An Israeli lawmaker quit the government’s wafer-thin ruling coalition over a dispute about Passover matza rules in hospitals on Wednesday, throwing the fragile alliance into disarray without a majority in parliament.

Backbencher Idit Silman’s departure raises the possibility of new parliamentary elections less than a year after the government took office. While Prime Minister Naftali Bennett’s government remains in power, it is now hamstrung in the 120-seat parliament and will likely struggle to function.

Silman, from Bennett’s religious-nationalist Yamina party, had opposed allowing people to bring leavened bread and other foodstuffs into public hospitals — products prohibited according to religious tradition during the Passover holiday, public broadcaster Kan reported.
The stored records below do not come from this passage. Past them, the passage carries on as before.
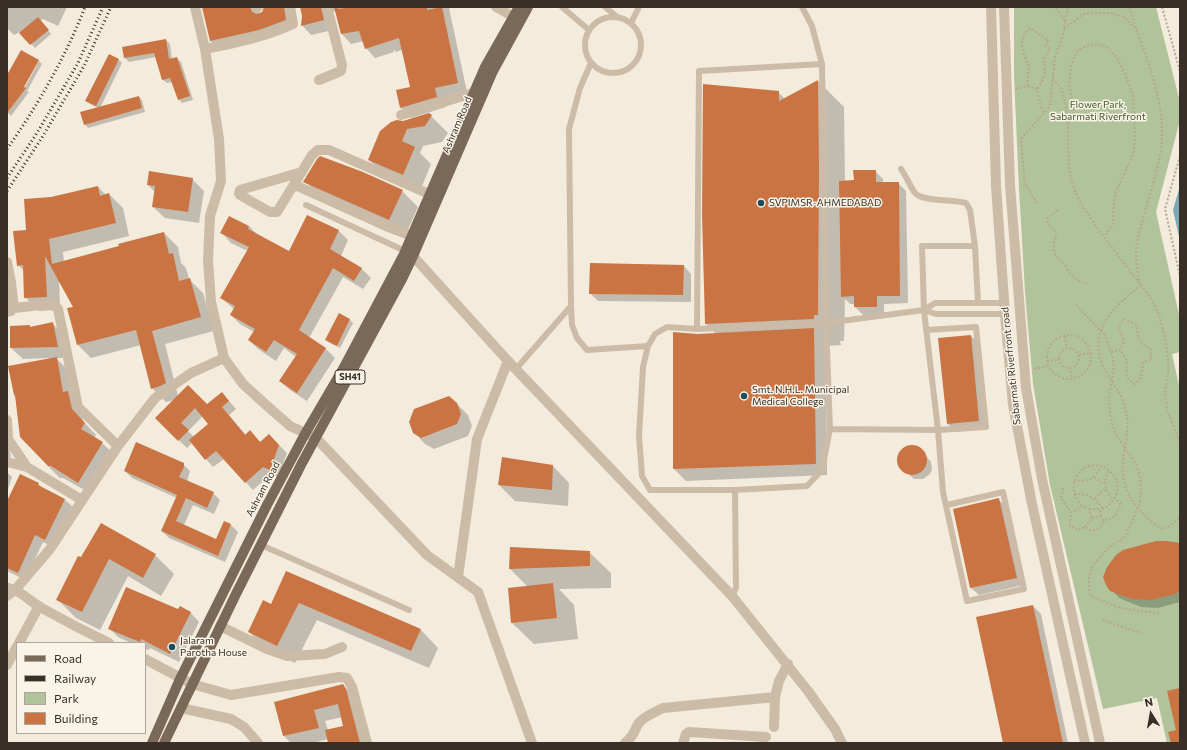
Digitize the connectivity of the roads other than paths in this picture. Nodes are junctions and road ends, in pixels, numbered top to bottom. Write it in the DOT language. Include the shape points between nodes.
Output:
graph roads {
  1 [pos="195,7"];
  2 [pos="290,7"];
  3 [pos="326,7"];
  4 [pos="496,7"];
  5 [pos="519,7"];
  6 [pos="528,7"];
  7 [pos="562,7"];
  8 [pos="605,7"];
  9 [pos="639,7"];
  10 [pos="802,7"];
  11 [pos="991,7"];
  12 [pos="1004,7"];
  13 [pos="617,17"];
  14 [pos="517,20"];
  15 [pos="631,23"];
  16 [pos="589,30"];
  17 [pos="205,49"];
  18 [pos="591,63"];
  19 [pos="822,64"];
  20 [pos="318,80"];
  21 [pos="473,93"];
  22 [pos="401,115"];
  23 [pos="901,169"];
  24 [pos="302,172"];
  25 [pos="295,185"];
  26 [pos="430,194"];
  27 [pos="306,205"];
  28 [pos="412,236"];
  29 [pos="975,246"];
  30 [pos="409,254"];
  31 [pos="7,262"];
  32 [pos="1018,301"];
  33 [pos="978,303"];
  34 [pos="1004,303"];
  35 [pos="571,306"];
  36 [pos="10,310"];
  37 [pos="924,310"];
  38 [pos="1005,314"];
  39 [pos="826,323"];
  40 [pos="697,329"];
  41 [pos="926,330"];
  42 [pos="648,346"];
  43 [pos="224,358"];
  44 [pos="508,361"];
  45 [pos="516,370"];
  46 [pos="1025,383"];
  47 [pos="1011,385"];
  48 [pos="7,420"];
  49 [pos="830,429"];
  50 [pos="938,430"];
  51 [pos="305,434"];
  52 [pos="316,438"];
  53 [pos="118,446"];
  54 [pos="7,462"];
  55 [pos="26,467"];
  56 [pos="736,490"];
  57 [pos="82,500"];
  58 [pos="947,505"];
  59 [pos="261,545"];
  60 [pos="458,577"];
  61 [pos="10,591"];
  62 [pos="732,596"];
  63 [pos="38,606"];
  64 [pos="409,610"];
  65 [pos="220,626"];
  66 [pos="20,642"];
  67 [pos="107,642"];
  68 [pos="342,647"];
  69 [pos="16,648"];
  70 [pos="146,660"];
  71 [pos="788,664"];
  72 [pos="7,665"];
  73 [pos="180,679"];
  74 [pos="192,684"];
  75 [pos="775,697"];
  76 [pos="181,708"];
  77 [pos="774,727"];
  78 [pos="766,737"];
  79 [pos="748,740"];
  80 [pos="152,743"];
  81 [pos="164,743"];
  82 [pos="258,743"];
  83 [pos="367,743"];
  84 [pos="532,743"];
  85 [pos="625,743"];
  86 [pos="683,743"];
  87 [pos="842,743"];
  88 [pos="1085,743"];
  89 [pos="1100,743"];
  1 -- 17 [label="street"];
  2 -- 17 [label="street" via="293,24 277,32"];
  3 -- 20 [label="street" via="342,65 341,71"];
  4 -- 14 [label="street"];
  5 -- 14 [label="main road, Ashram Road"];
  6 -- 14 [label="main road, Ashram Road / SH41"];
  7 -- 16 [label="lane"];
  8 -- 13 [label="lane"];
  9 -- 15 [label="lane"];
  10 -- 19 [label="lane" via="812,26"];
  11 -- 34 [label="street, Sabarmati Riverfront road" via="996,186"];
  12 -- 32 [label="street, Sabarmati Riverfront road" via="1010,185"];
  13 -- 15 [label="lane"];
  13 -- 16 [label="lane" via="601,19"];
  14 -- 21 [label="main road, Ashram Road" via="485,67"];
  14 -- 30 [label="main road, Ashram Road / SH41"];
  15 -- 18 [label="lane" via="640,36 641,43 641,51 634,65 620,73 604,72"];
  16 -- 18 [label="lane" via="585,47"];
  17 -- 43 [label="street" via="219,139 221,181 210,216 208,260 211,302"];
  18 -- 35 [label="lane" via="580,88 569,129"];
  19 -- 39 [label="lane"];
  19 -- 40 [label="lane" via="699,71"];
  21 -- 22 [label="street"];
  21 -- 26 [label="main road, Ashram Road"];
  23 -- 29 [label="lane" via="916,194 922,198 958,200 966,203 970,210"];
  24 -- 25 [label="street"];
  24 -- 25 [label="street" via="238,191 240,195 274,213 279,210"];
  24 -- 26 [label="street" via="314,153 323,149 329,150"];
  25 -- 28 [label="street"];
  26 -- 28 [label="main road, Ashram Road"];
  27 -- 30 [label="lane"];
  28 -- 30 [label="main road, Ashram Road"];
  29 -- 33 [label="lane"];
  29 -- 37 [label="lane" via="922,246"];
  30 -- 44 [label="street"];
  30 -- 51 [label="main road, Ashram Road"];
  30 -- 52 [label="main road, Ashram Road / SH41" via="361,356"];
  31 -- 36 [label="street" via="11,282"];
  32 -- 34 [label="street"];
  32 -- 46 [label="street, Sabarmati Riverfront road"];
  33 -- 34 [label="lane"];
  33 -- 37 [label="lane" via="935,303"];
  34 -- 38 [label="street, Sabarmati Riverfront road"];
  35 -- 42 [label="lane" via="572,325 577,338 587,350"];
  35 -- 45 [label="lane"];
  36 -- 53 [label="street" via="50,304 58,309 78,407"];
  37 -- 38 [label="lane" via="936,314"];
  37 -- 39 [label="lane"];
  37 -- 41 [label="lane"];
  38 -- 47 [label="street, Sabarmati Riverfront road"];
  39 -- 40 [label="lane"];
  39 -- 49 [label="lane"];
  40 -- 42 [label="lane" via="668,327 655,334"];
  41 -- 50 [label="lane"];
  41 -- 50 [label="lane" via="976,327 986,428"];
  42 -- 56 [label="lane" via="643,367 639,435 642,476 650,490"];
  43 -- 51 [label="street" via="243,384 290,426"];
  43 -- 53 [label="street" via="191,373 155,398"];
  44 -- 45 [label="street"];
  44 -- 60 [label="street" via="478,439"];
  45 -- 62 [label="street"];
  46 -- 47 [label="street"];
  46 -- 89 [label="street, Sabarmati Riverfront road" via="1042,479"];
  47 -- 88 [label="street, Sabarmati Riverfront road" via="1032,504"];
  48 -- 55 [label="street" via="8,439"];
  49 -- 50 [label="lane"];
  49 -- 56 [label="lane" via="822,470 807,486"];
  50 -- 58 [label="lane" via="943,492"];
  51 -- 52 [label="street"];
  51 -- 73 [label="main road, Ashram Road"];
  52 -- 59 [label="main road, Ashram Road / SH41"];
  52 -- 60 [label="street" via="427,555"];
  53 -- 57 [label="street"];
  54 -- 55 [label="street"];
  55 -- 57 [label="street"];
  56 -- 62 [label="lane" via="736,588"];
  57 -- 61 [label="street" via="50,549"];
  58 -- 58 [label="lane" via="968,602 1024,589 1003,492"];
  59 -- 64 [label="lane"];
  59 -- 65 [label="main road, Ashram Road / SH41"];
  60 -- 84 [label="street" via="478,592"];
  61 -- 63 [label="street"];
  62 -- 71 [label="street"];
  63 -- 66 [label="street"];
  63 -- 67 [label="street"];
  65 -- 68 [label="street" via="287,656 325,654"];
  65 -- 74 [label="main road, Ashram Road / SH41"];
  69 -- 72 [label="street"];
  70 -- 73 [label="street"];
  71 -- 75 [label="street" via="779,681"];
  71 -- 87 [label="street"];
  73 -- 74 [label="street"];
  73 -- 80 [label="main road, Ashram Road"];
  74 -- 76 [label="main road, Ashram Road / SH41"];
  74 -- 83 [label="street" via="231,695 339,677 347,678 352,686"];
  75 -- 77 [label="street"];
  75 -- 85 [label="street" via="663,708 652,712 639,723 634,736"];
  76 -- 81 [label="main road, Ashram Road / SH41"];
  76 -- 82 [label="street" via="231,719 244,727"];
  78 -- 79 [label="street"];
  79 -- 86 [label="street" via="689,732"];
}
For some devout Jews, the mere presence of such foods in the hospital is not kosher.

Bennett’s coalition of eight political parties ranging from Islamists to hard-line nationalists and dovish liberals — all united solely in their opposition to former prime minister Benjamin Netanyahu — now holds 60 seats in the Knesset, Israel’s parliament.

The Knesset is currently in recess, and it remains unclear if the opposition will now have enough support to hold a no-confidence vote and send Israelis to the polls for the fifth time in just over three years.

Silman, said she “cannot lend a hand to harming the Jewish character of the state of Israel and the people of Israel,” and would work to form a right-wing government, Kan reported.

Israel has held four elections in two years in a protracted political crisis over Netanyahu’s fitness to rule while on trial for corruption. The deadlocked elections were finally broken in June when Bennett and his allies ousted Netanyahu after 12 years in office by cobbling together a coalition of unlikely allies.

Yohanan Plesner, president of the Israel Democracy Institute thinktank, said that while Silman’s departure didn’t bring down the government, it does bring the country “back to political crisis mode.”

“Bennett’s government loses its majority in parliament and its degree of freedom to maneuver, to pass legislation, to gain majority for its decisions,” Plesner said.

Netanyahu, now opposition leader, congratulated Silman and “welcomed her back home to the nationalist camp.”